Search the records for the string "node" and return each line that has it.

● **Entries shown**:
------------------------------------------------

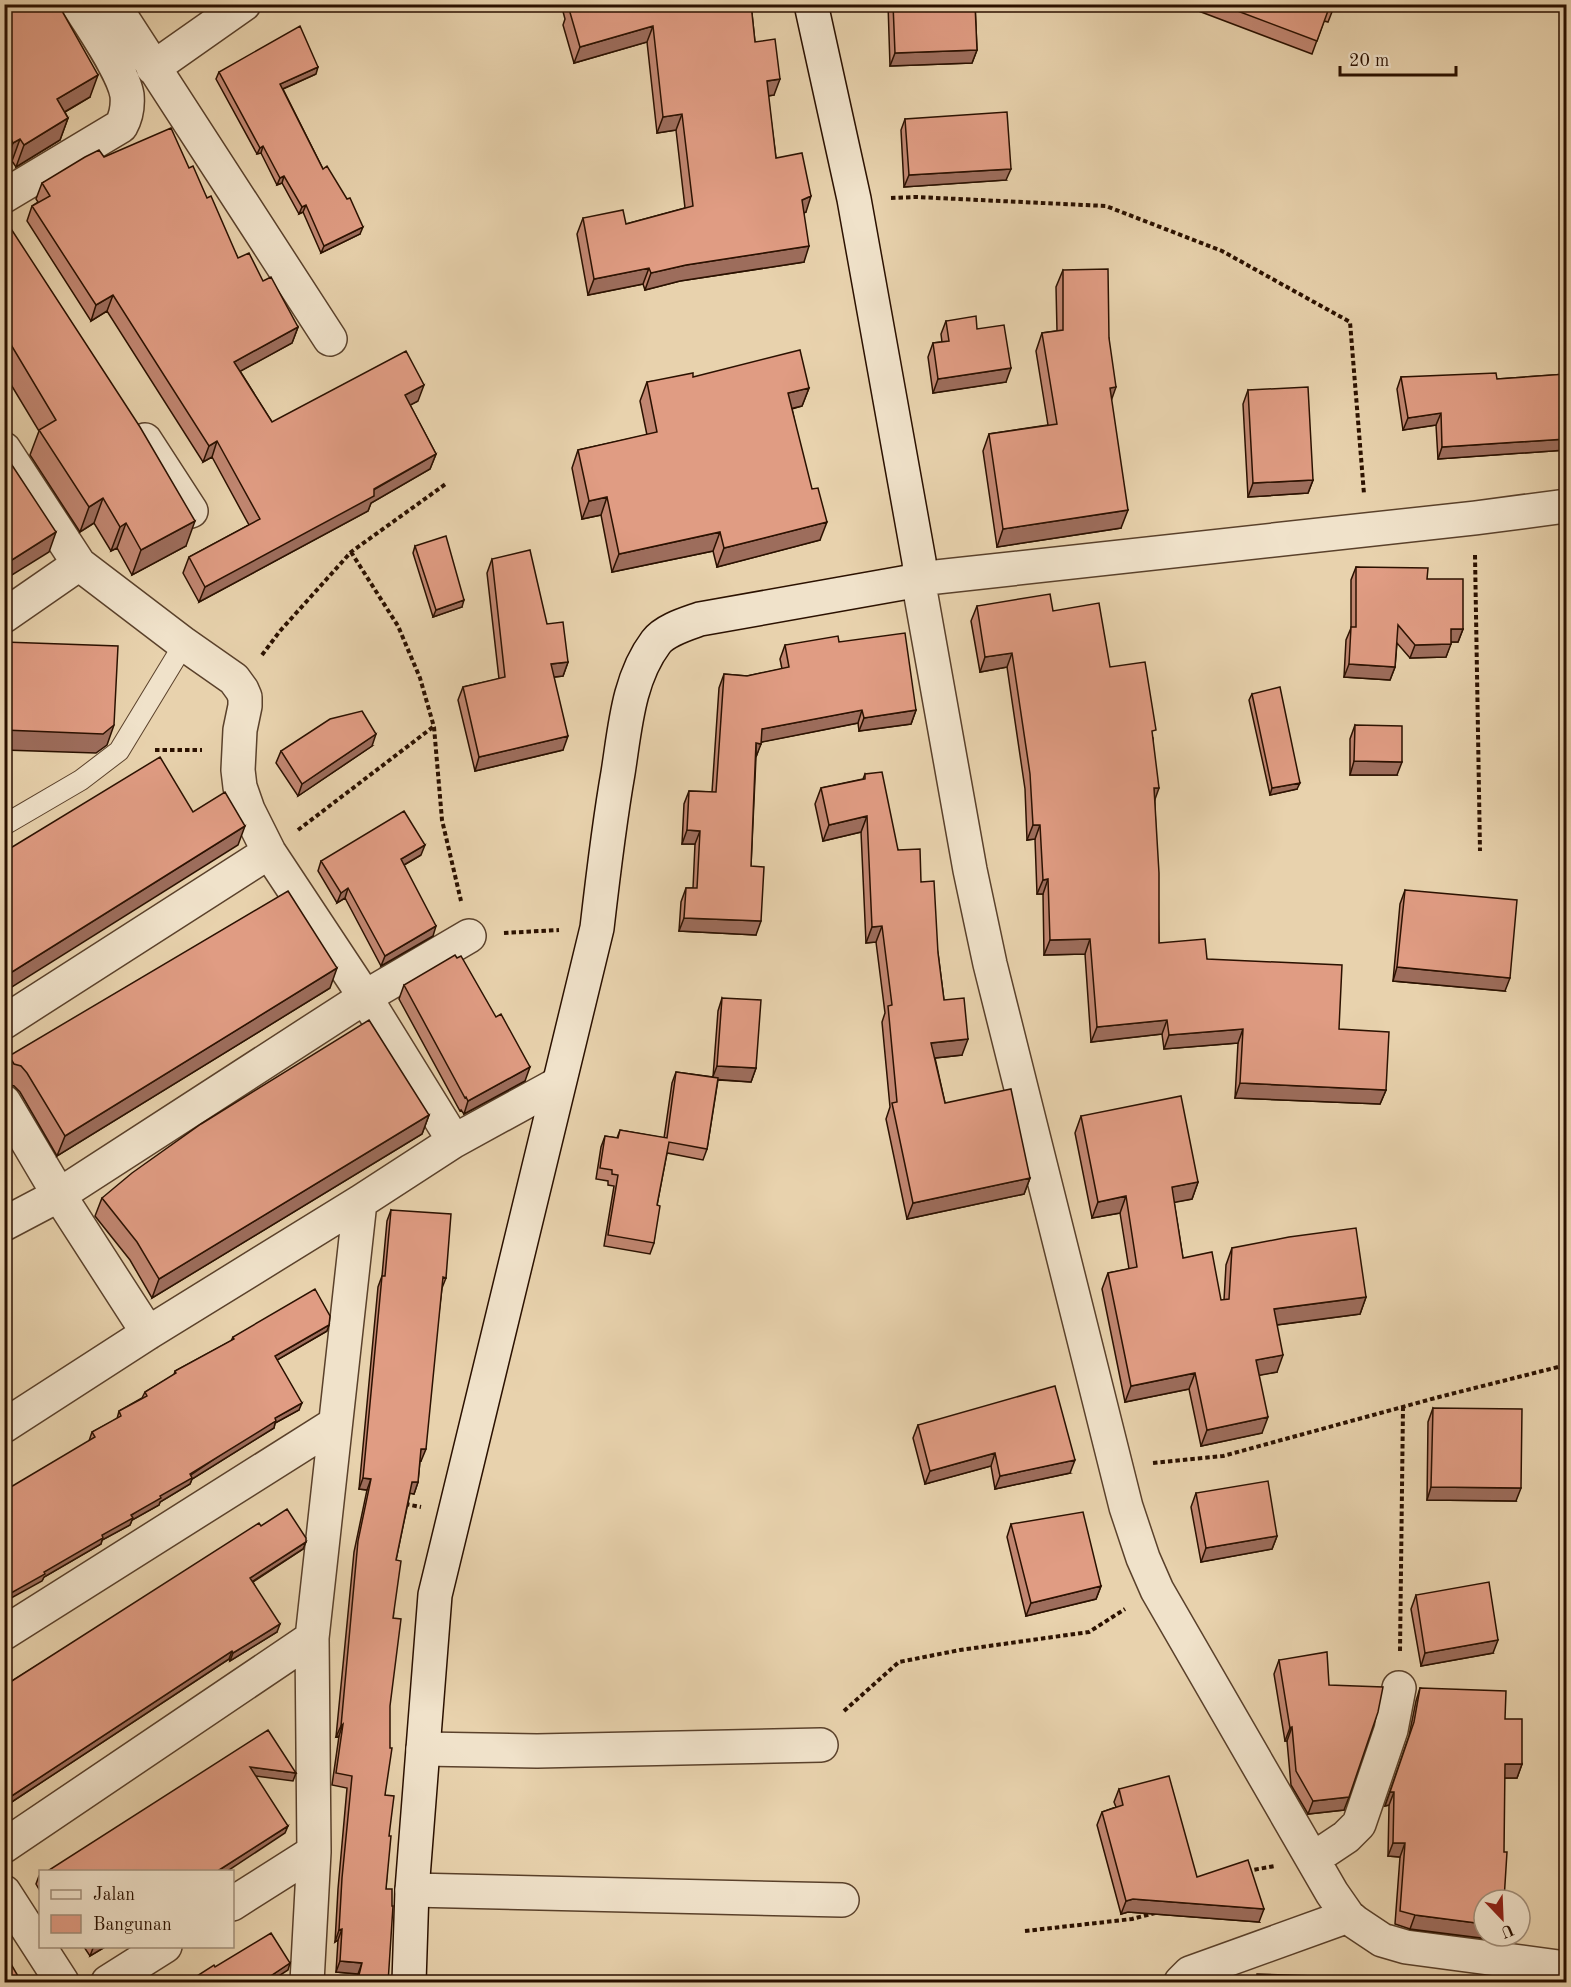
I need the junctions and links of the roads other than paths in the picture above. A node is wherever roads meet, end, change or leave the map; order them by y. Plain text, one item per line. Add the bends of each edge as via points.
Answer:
1 (78, 4) edge
2 (113, 4) edge
3 (244, 4) edge
4 (811, 4) edge
5 (153, 68) junction
6 (4, 196) edge
7 (330, 339) dead end
8 (127, 411) edge
9 (4, 449) edge
10 (1566, 506) edge
11 (191, 511) edge
12 (79, 564) junction
13 (918, 579) junction
14 (4, 616) edge
15 (184, 644) junction
16 (4, 825) edge
17 (269, 852) junction
18 (469, 936) road end
19 (365, 997) junction
20 (4, 1022) edge
21 (558, 1084) junction
22 (4, 1102) edge
23 (454, 1141) junction
24 (59, 1195) junction
25 (360, 1202) junction
26 (4, 1224) edge
27 (148, 1333) junction
28 (334, 1424) junction
29 (4, 1426) edge
30 (4, 1633) edge
31 (312, 1638) junction
32 (1400, 1688) road end
33 (822, 1745) dead end
34 (423, 1749) junction
35 (4, 1846) edge
36 (314, 1852) junction
37 (1313, 1859) junction
38 (412, 1890) junction
39 (4, 1892) edge
40 (842, 1900) dead end
41 (234, 1903) edge
42 (1348, 1916) junction
43 (39, 1947) edge
44 (40, 1948) edge
45 (163, 1948) edge
46 (1566, 1968) edge
47 (1493, 1970) edge
48 (62, 1983) edge
49 (108, 1983) edge
50 (307, 1983) edge
51 (409, 1983) edge
52 (1181, 1983) edge

1 - 6 street via 122,80 127,94 125,119 121,126
2 - 5 street
3 - 5 street
4 - 13 street via 854,199 919,561
5 - 7 street
8 - 11 street
9 - 12 street
10 - 13 street
12 - 14 street
12 - 15 street
13 - 21 street via 700,620 657,640 640,670 628,710 597,928
13 - 37 street via 990,964 1126,1507 1157,1590
15 - 16 lane via 119,751 81,780
15 - 17 street via 234,678 245,697 239,749 240,787
17 - 19 street
17 - 20 street
18 - 19 street
19 - 23 street
19 - 24 street
21 - 23 street
21 - 34 street via 435,1594
22 - 24 street
23 - 25 street
24 - 26 street
24 - 27 street
25 - 27 street
25 - 28 street
27 - 29 street
28 - 30 street
28 - 31 street
31 - 35 street
31 - 36 street
32 - 37 street via 1391,1730 1359,1824
33 - 34 street via 537,1752
34 - 38 street
36 - 41 street
36 - 50 street
37 - 42 street
38 - 40 street
38 - 51 street
39 - 43 street
42 - 47 street via 1382,1940
42 - 52 street via 1190,1973
44 - 48 street
45 - 49 street
46 - 47 street

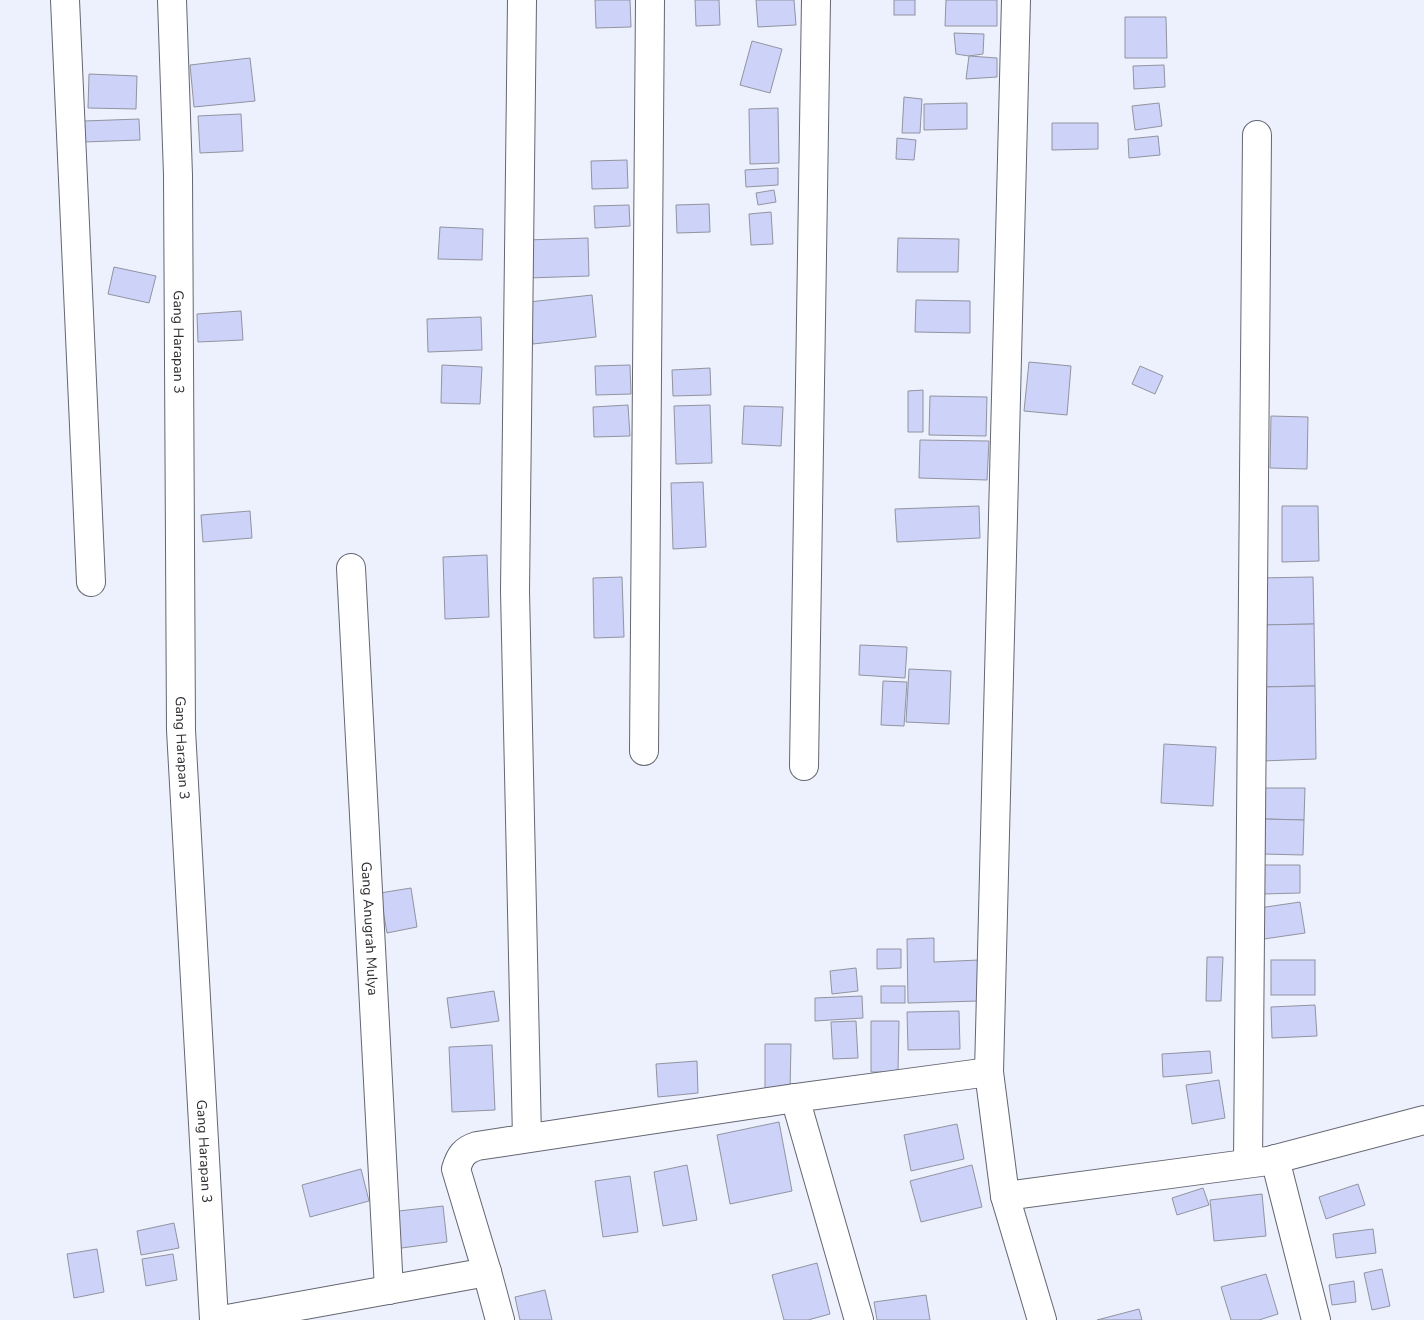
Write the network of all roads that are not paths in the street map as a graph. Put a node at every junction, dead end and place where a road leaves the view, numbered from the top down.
1 (66, 0) edge
2 (172, 0) edge
3 (522, 0) edge
4 (650, 0) edge
5 (816, 0) edge
6 (1016, 0) edge
7 (1257, 135) dead end
8 (351, 568) dead end
9 (91, 582) dead end
10 (644, 751) dead end
11 (804, 766) dead end
12 (990, 1072) junction
13 (795, 1098) junction
14 (1424, 1120) edge
15 (527, 1138) junction
16 (1275, 1159) junction
17 (1248, 1162) junction
18 (1005, 1196) junction
19 (487, 1272) junction
20 (389, 1290) junction
21 (214, 1320) edge
22 (222, 1320) edge
23 (500, 1320) edge
24 (859, 1320) edge
25 (1042, 1320) edge
26 (1316, 1320) edge

1 - 9 street
2 - 21 street, Gang Harapan 3
3 - 15 street
4 - 10 street
5 - 11 street
6 - 12 street
7 - 17 street
8 - 20 street, Gang Anugrah Mulya
12 - 13 street
12 - 18 street
13 - 15 street
13 - 24 street
14 - 16 street
15 - 19 street
16 - 17 street
16 - 26 street
17 - 18 street
18 - 25 street
19 - 20 street
19 - 23 street
20 - 22 street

------------------------------------------------

● **Response to this task**:
I need the junctions and links of the roads other than paths in the picture above. A node is wherever roads meet, end, change or leave the map; order them by y. Plain text, one item per line. Add the bends of each edge as via points.
Write the network of all roads that are not paths in the street map as a graph. Put a node at every junction, dead end and place where a road leaves the view, numbered from the top down.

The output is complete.